In recent years, cloud computing has become an integral part of the IT landscape. Many enterprises rely on services from the cloud, for example because they don’t want to buy and maintain hardware by themselves. Furthermore, cloud services allow to easily scale applications depending on the load the system is experiencing, making them very attractive for both small and large businesses. However, while the performance of the application is often monitored with modern APM tools, the performance of the infrastructure itself is rarely scrutinized. We recently had a case at our company which shows that sometimes, it is a good idea to check whether you actually receive the capacity you pay for.
At RETIT, we have been using an array of virtual machines provided by a large German hosting provider. These machines regularly ran system tests to ensure that our products are working as expected. During those tests, our tools predicted a significantly lower CPU utilization than we observed on the actual systems. This made us thinking – are our tools wrong, or is the system not performing as it should?
After looking at both our tools as well as the application for quite some time without finding any issues, we started wondering whether the infrastructure itself could be the root of the problem. While searching all the available data for any clue as to what was going on, we found the crucial hint in the file /proc/stat. This file is created by the Linux kernel and gives a summary of the time each CPU core spent in different CPU phases (idle, user, system, etc.). In the following, we will shortly describe what we did in order to find the problem.
We conducted a very simple experiment: we read the contents of /proc/stat, waited for 60 seconds, and then read the file’s contents again. This can be done with a single line in the shell:
cat /proc/stat && sleep 60 && cat /proc/stat
From the output, we were specifically interested in the two lines starting with “cpu”, which contain the execution summary for all the CPU cores in the system. On one machine, this output was as follows:
cpu 5120564 45299 1163028 110999319 47115 0 0 0
cpu 5120570 45300 1163042 111001702 47115 0 0 0
The first line contains data from the first read of /proc/stat, while the second line contains data recorded 60 seconds later. The different numbers are the amount of “jiffies” spent in each CPU phase – a jiffy is an internal time interval of the kernel, and on many Linux systems, there are 100 jiffies per second. Each column corresponds to a specific CPU phase. By comparing the two lines with each other, we could calculate how much time the CPU spent in each phase. Consequently, by summing up all the individual phase times, we could tell how much time the CPU had available overall:
user | nice | system | idle | iowait | irq | softirq | steal | Sum | |
t1 | 5120564 | 45299 | 1163028 | 110999319 | 47115 | 0 | 0 | 0 | 117375325 |
t2 | 5120570 | 45300 | 1163042 | 111001702 | 47115 | 0 | 0 | 0 | 117377729 |
Δt | 6 | 1 | 14 | 2383 | 0 | 0 | 0 | 0 | 2404 |
So, in the 60 seconds of our little experiment, the CPU accumulated a total of 2,404 jiffies. With 100 jiffies/second, this corresponds to 24 seconds of CPU time. This is clearly a lot less than 60 seconds. But things are really put into perspective when considering that the above system had 2 virtual CPU cores, meaning that in theory, this system should have 120 seconds of CPU time available in a time span of 60 seconds. This means that 96 seconds of CPU time were missing, or conversely, we were only receiving 20% of the CPU time we paid for!

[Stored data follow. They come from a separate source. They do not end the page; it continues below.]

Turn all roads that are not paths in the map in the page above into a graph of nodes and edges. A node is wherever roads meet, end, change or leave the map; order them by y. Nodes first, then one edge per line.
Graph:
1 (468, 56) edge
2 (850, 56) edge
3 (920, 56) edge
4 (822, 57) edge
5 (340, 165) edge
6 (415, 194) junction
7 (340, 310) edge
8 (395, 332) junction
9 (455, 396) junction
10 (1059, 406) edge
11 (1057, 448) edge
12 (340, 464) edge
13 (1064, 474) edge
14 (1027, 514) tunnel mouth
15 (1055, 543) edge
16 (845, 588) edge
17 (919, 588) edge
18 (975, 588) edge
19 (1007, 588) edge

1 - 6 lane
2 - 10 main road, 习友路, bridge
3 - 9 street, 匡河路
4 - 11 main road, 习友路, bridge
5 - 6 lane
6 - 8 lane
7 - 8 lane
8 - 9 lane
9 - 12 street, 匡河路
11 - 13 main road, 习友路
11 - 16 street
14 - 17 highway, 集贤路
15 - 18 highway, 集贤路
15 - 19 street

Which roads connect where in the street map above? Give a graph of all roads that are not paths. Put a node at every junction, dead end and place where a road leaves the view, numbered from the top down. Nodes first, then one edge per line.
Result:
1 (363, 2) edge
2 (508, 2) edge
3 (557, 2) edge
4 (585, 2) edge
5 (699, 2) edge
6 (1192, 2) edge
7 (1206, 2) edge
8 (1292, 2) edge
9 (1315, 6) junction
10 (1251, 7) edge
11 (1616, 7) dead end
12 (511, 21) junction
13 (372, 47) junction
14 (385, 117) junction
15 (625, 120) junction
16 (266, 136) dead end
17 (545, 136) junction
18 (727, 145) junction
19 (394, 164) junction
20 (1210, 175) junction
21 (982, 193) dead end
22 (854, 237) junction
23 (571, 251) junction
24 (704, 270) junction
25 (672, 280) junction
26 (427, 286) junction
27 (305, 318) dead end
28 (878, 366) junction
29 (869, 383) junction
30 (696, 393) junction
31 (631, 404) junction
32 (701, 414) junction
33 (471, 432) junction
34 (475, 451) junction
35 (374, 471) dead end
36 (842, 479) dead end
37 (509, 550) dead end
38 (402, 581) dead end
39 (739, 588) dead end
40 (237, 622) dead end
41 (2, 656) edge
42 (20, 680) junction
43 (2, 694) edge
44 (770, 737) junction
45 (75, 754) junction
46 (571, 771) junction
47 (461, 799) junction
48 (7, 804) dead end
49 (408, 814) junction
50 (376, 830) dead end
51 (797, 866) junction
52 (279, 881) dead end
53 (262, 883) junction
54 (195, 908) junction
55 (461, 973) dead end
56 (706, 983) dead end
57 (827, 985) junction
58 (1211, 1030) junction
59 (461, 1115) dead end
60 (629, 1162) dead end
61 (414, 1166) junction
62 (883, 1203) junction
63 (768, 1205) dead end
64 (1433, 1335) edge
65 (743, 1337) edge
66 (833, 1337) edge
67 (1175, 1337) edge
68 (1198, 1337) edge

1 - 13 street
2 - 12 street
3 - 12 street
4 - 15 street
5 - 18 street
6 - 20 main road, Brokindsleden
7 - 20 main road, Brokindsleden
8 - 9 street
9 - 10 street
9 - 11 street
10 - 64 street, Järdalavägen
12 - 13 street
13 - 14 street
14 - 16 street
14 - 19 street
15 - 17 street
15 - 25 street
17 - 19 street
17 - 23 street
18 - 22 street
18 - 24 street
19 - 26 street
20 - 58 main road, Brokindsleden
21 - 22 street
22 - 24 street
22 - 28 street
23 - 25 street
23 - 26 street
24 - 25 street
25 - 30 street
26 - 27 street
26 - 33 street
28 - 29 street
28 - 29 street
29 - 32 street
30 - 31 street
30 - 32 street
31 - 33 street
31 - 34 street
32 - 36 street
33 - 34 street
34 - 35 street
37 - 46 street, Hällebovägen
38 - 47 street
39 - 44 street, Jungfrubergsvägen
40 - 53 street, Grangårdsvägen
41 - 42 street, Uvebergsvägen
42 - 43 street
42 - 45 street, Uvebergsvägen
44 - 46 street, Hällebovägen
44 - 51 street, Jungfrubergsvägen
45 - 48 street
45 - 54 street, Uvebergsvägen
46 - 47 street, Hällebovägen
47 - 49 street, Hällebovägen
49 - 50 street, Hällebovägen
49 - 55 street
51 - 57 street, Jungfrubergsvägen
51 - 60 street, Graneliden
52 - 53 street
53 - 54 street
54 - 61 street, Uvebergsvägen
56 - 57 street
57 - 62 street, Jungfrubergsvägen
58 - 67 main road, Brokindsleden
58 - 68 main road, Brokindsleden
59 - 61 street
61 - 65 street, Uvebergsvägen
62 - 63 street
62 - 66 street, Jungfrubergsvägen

While it is normal that virtual machines don’t receive all the CPU time they demand due to contention of physical resources, this is not the case here, since no time was spent in the “steal” phase at all. It can also be seen that the system was completely idle during the test; the result stayed the same when putting the system under stress. It seemed like our provider just decided to put a cap on the available CPU time of our virtual machine, regardless of whether it consumed excessive amounts of CPU time or not. We observed this behavior on all our machines – each of them only received 20% of their rightful share of CPU time.
We confronted our provider with these numbers, who then relocated our VMs to a different host. This in fact improved the situation: we repeated the experiment and subsequently observed values around 70%. While this is a lot better, it still wasn’t good enough for our particular use case, so we ended up investing in a powerful server of our own, giving us full control over each VM.
To put it in a nutshell, while the cloud enables many use cases and takes a lot of the pain away with regard to building and maintaining infrastructure, a thorough look at the provided infrastructure is sometimes advisable. Using the approach described above, you can easily do this for yourself.